Required work:
All entries below are to be retyped in full, precisely as they appear.

Records shown:
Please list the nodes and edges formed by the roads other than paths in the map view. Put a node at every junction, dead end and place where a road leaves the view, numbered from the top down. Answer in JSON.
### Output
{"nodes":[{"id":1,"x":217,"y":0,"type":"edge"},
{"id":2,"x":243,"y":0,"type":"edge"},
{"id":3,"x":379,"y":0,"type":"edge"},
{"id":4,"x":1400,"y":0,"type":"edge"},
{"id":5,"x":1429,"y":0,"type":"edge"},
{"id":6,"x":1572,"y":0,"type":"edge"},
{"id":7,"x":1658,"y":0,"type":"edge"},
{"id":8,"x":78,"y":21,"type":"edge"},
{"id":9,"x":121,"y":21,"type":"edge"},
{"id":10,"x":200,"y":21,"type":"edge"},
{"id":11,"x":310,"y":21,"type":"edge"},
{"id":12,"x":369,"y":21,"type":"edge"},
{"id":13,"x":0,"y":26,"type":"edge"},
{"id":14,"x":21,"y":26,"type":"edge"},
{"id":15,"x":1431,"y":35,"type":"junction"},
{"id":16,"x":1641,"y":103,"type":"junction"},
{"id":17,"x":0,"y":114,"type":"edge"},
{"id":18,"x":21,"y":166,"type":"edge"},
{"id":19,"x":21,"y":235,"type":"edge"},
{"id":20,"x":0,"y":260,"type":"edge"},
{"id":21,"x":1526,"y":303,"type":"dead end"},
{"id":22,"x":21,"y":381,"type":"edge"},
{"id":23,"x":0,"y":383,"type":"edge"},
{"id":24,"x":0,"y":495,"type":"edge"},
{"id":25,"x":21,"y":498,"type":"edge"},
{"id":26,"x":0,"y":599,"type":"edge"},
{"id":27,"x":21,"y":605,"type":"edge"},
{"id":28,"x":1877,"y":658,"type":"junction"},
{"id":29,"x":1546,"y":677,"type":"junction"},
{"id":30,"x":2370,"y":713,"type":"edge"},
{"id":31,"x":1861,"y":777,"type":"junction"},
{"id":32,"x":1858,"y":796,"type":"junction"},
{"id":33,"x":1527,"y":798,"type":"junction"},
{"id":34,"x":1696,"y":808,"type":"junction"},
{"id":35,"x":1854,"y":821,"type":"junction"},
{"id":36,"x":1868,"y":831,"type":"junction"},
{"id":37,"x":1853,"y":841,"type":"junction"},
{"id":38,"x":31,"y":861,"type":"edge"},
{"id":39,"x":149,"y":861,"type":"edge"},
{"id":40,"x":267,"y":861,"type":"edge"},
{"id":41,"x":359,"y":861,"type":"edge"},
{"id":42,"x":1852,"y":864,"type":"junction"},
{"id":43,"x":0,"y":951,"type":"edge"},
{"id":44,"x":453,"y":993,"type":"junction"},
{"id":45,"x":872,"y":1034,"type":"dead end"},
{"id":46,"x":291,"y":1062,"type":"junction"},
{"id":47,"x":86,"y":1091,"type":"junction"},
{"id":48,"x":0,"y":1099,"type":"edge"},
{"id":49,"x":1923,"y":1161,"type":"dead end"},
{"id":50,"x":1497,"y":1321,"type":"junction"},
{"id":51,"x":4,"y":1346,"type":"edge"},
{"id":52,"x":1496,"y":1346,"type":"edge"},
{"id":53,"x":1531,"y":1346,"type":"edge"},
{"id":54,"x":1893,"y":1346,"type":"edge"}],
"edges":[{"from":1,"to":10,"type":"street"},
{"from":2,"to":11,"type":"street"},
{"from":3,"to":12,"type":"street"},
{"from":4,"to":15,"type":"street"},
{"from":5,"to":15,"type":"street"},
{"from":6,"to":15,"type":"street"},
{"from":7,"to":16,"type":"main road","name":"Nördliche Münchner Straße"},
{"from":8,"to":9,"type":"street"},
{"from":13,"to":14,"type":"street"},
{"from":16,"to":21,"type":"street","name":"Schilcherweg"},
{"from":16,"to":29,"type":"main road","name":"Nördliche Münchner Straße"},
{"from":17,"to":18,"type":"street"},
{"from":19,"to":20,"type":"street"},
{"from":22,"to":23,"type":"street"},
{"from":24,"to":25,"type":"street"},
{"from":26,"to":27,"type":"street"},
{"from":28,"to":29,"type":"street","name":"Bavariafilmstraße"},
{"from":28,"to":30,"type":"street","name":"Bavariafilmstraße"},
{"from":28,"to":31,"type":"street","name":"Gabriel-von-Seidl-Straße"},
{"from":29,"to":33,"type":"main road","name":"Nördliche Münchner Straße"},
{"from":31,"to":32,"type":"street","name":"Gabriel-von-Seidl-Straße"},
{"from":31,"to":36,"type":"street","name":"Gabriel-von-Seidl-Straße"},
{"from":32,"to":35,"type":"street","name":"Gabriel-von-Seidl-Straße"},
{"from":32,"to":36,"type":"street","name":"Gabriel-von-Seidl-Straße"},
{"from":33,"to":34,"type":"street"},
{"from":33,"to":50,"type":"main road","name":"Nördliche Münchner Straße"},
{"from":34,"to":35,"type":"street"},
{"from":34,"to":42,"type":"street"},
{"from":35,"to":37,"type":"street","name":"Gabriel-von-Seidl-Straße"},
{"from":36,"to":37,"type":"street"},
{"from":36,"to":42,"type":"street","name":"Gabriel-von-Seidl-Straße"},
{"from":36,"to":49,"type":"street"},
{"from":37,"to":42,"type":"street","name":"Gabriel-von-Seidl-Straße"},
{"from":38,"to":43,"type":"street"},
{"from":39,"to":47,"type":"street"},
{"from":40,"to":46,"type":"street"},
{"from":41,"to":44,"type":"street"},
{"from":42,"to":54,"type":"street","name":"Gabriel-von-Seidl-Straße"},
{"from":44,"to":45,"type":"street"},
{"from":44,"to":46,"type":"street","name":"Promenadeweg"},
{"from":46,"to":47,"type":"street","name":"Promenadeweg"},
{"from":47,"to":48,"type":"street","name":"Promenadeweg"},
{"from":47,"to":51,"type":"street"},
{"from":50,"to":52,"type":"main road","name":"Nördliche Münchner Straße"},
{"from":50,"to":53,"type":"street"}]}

Solved exercise:
Please list the nodes and edges formed by the roads other than paths in the map view. Put a node at every junction, dead end and place where a road leaves the view, numbered from the top down. Answer in JSON.
### Output
{"nodes":[{"id":1,"x":217,"y":0,"type":"edge"},
{"id":2,"x":243,"y":0,"type":"edge"},
{"id":3,"x":379,"y":0,"type":"edge"},
{"id":4,"x":1400,"y":0,"type":"edge"},
{"id":5,"x":1429,"y":0,"type":"edge"},
{"id":6,"x":1572,"y":0,"type":"edge"},
{"id":7,"x":1658,"y":0,"type":"edge"},
{"id":8,"x":78,"y":21,"type":"edge"},
{"id":9,"x":121,"y":21,"type":"edge"},
{"id":10,"x":200,"y":21,"type":"edge"},
{"id":11,"x":310,"y":21,"type":"edge"},
{"id":12,"x":369,"y":21,"type":"edge"},
{"id":13,"x":0,"y":26,"type":"edge"},
{"id":14,"x":21,"y":26,"type":"edge"},
{"id":15,"x":1431,"y":35,"type":"junction"},
{"id":16,"x":1641,"y":103,"type":"junction"},
{"id":17,"x":0,"y":114,"type":"edge"},
{"id":18,"x":21,"y":166,"type":"edge"},
{"id":19,"x":21,"y":235,"type":"edge"},
{"id":20,"x":0,"y":260,"type":"edge"},
{"id":21,"x":1526,"y":303,"type":"dead end"},
{"id":22,"x":21,"y":381,"type":"edge"},
{"id":23,"x":0,"y":383,"type":"edge"},
{"id":24,"x":0,"y":495,"type":"edge"},
{"id":25,"x":21,"y":498,"type":"edge"},
{"id":26,"x":0,"y":599,"type":"edge"},
{"id":27,"x":21,"y":605,"type":"edge"},
{"id":28,"x":1877,"y":658,"type":"junction"},
{"id":29,"x":1546,"y":677,"type":"junction"},
{"id":30,"x":2370,"y":713,"type":"edge"},
{"id":31,"x":1861,"y":777,"type":"junction"},
{"id":32,"x":1858,"y":796,"type":"junction"},
{"id":33,"x":1527,"y":798,"type":"junction"},
{"id":34,"x":1696,"y":808,"type":"junction"},
{"id":35,"x":1854,"y":821,"type":"junction"},
{"id":36,"x":1868,"y":831,"type":"junction"},
{"id":37,"x":1853,"y":841,"type":"junction"},
{"id":38,"x":31,"y":861,"type":"edge"},
{"id":39,"x":149,"y":861,"type":"edge"},
{"id":40,"x":267,"y":861,"type":"edge"},
{"id":41,"x":359,"y":861,"type":"edge"},
{"id":42,"x":1852,"y":864,"type":"junction"},
{"id":43,"x":0,"y":951,"type":"edge"},
{"id":44,"x":453,"y":993,"type":"junction"},
{"id":45,"x":872,"y":1034,"type":"dead end"},
{"id":46,"x":291,"y":1062,"type":"junction"},
{"id":47,"x":86,"y":1091,"type":"junction"},
{"id":48,"x":0,"y":1099,"type":"edge"},
{"id":49,"x":1923,"y":1161,"type":"dead end"},
{"id":50,"x":1497,"y":1321,"type":"junction"},
{"id":51,"x":4,"y":1346,"type":"edge"},
{"id":52,"x":1496,"y":1346,"type":"edge"},
{"id":53,"x":1531,"y":1346,"type":"edge"},
{"id":54,"x":1893,"y":1346,"type":"edge"}],
"edges":[{"from":1,"to":10,"type":"street"},
{"from":2,"to":11,"type":"street"},
{"from":3,"to":12,"type":"street"},
{"from":4,"to":15,"type":"street"},
{"from":5,"to":15,"type":"street"},
{"from":6,"to":15,"type":"street"},
{"from":7,"to":16,"type":"main road","name":"Nördliche Münchner Straße"},
{"from":8,"to":9,"type":"street"},
{"from":13,"to":14,"type":"street"},
{"from":16,"to":21,"type":"street","name":"Schilcherweg"},
{"from":16,"to":29,"type":"main road","name":"Nördliche Münchner Straße"},
{"from":17,"to":18,"type":"street"},
{"from":19,"to":20,"type":"street"},
{"from":22,"to":23,"type":"street"},
{"from":24,"to":25,"type":"street"},
{"from":26,"to":27,"type":"street"},
{"from":28,"to":29,"type":"street","name":"Bavariafilmstraße"},
{"from":28,"to":30,"type":"street","name":"Bavariafilmstraße"},
{"from":28,"to":31,"type":"street","name":"Gabriel-von-Seidl-Straße"},
{"from":29,"to":33,"type":"main road","name":"Nördliche Münchner Straße"},
{"from":31,"to":32,"type":"street","name":"Gabriel-von-Seidl-Straße"},
{"from":31,"to":36,"type":"street","name":"Gabriel-von-Seidl-Straße"},
{"from":32,"to":35,"type":"street","name":"Gabriel-von-Seidl-Straße"},
{"from":32,"to":36,"type":"street","name":"Gabriel-von-Seidl-Straße"},
{"from":33,"to":34,"type":"street"},
{"from":33,"to":50,"type":"main road","name":"Nördliche Münchner Straße"},
{"from":34,"to":35,"type":"street"},
{"from":34,"to":42,"type":"street"},
{"from":35,"to":37,"type":"street","name":"Gabriel-von-Seidl-Straße"},
{"from":36,"to":37,"type":"street"},
{"from":36,"to":42,"type":"street","name":"Gabriel-von-Seidl-Straße"},
{"from":36,"to":49,"type":"street"},
{"from":37,"to":42,"type":"street","name":"Gabriel-von-Seidl-Straße"},
{"from":38,"to":43,"type":"street"},
{"from":39,"to":47,"type":"street"},
{"from":40,"to":46,"type":"street"},
{"from":41,"to":44,"type":"street"},
{"from":42,"to":54,"type":"street","name":"Gabriel-von-Seidl-Straße"},
{"from":44,"to":45,"type":"street"},
{"from":44,"to":46,"type":"street","name":"Promenadeweg"},
{"from":46,"to":47,"type":"street","name":"Promenadeweg"},
{"from":47,"to":48,"type":"street","name":"Promenadeweg"},
{"from":47,"to":51,"type":"street"},
{"from":50,"to":52,"type":"main road","name":"Nördliche Münchner Straße"},
{"from":50,"to":53,"type":"street"}]}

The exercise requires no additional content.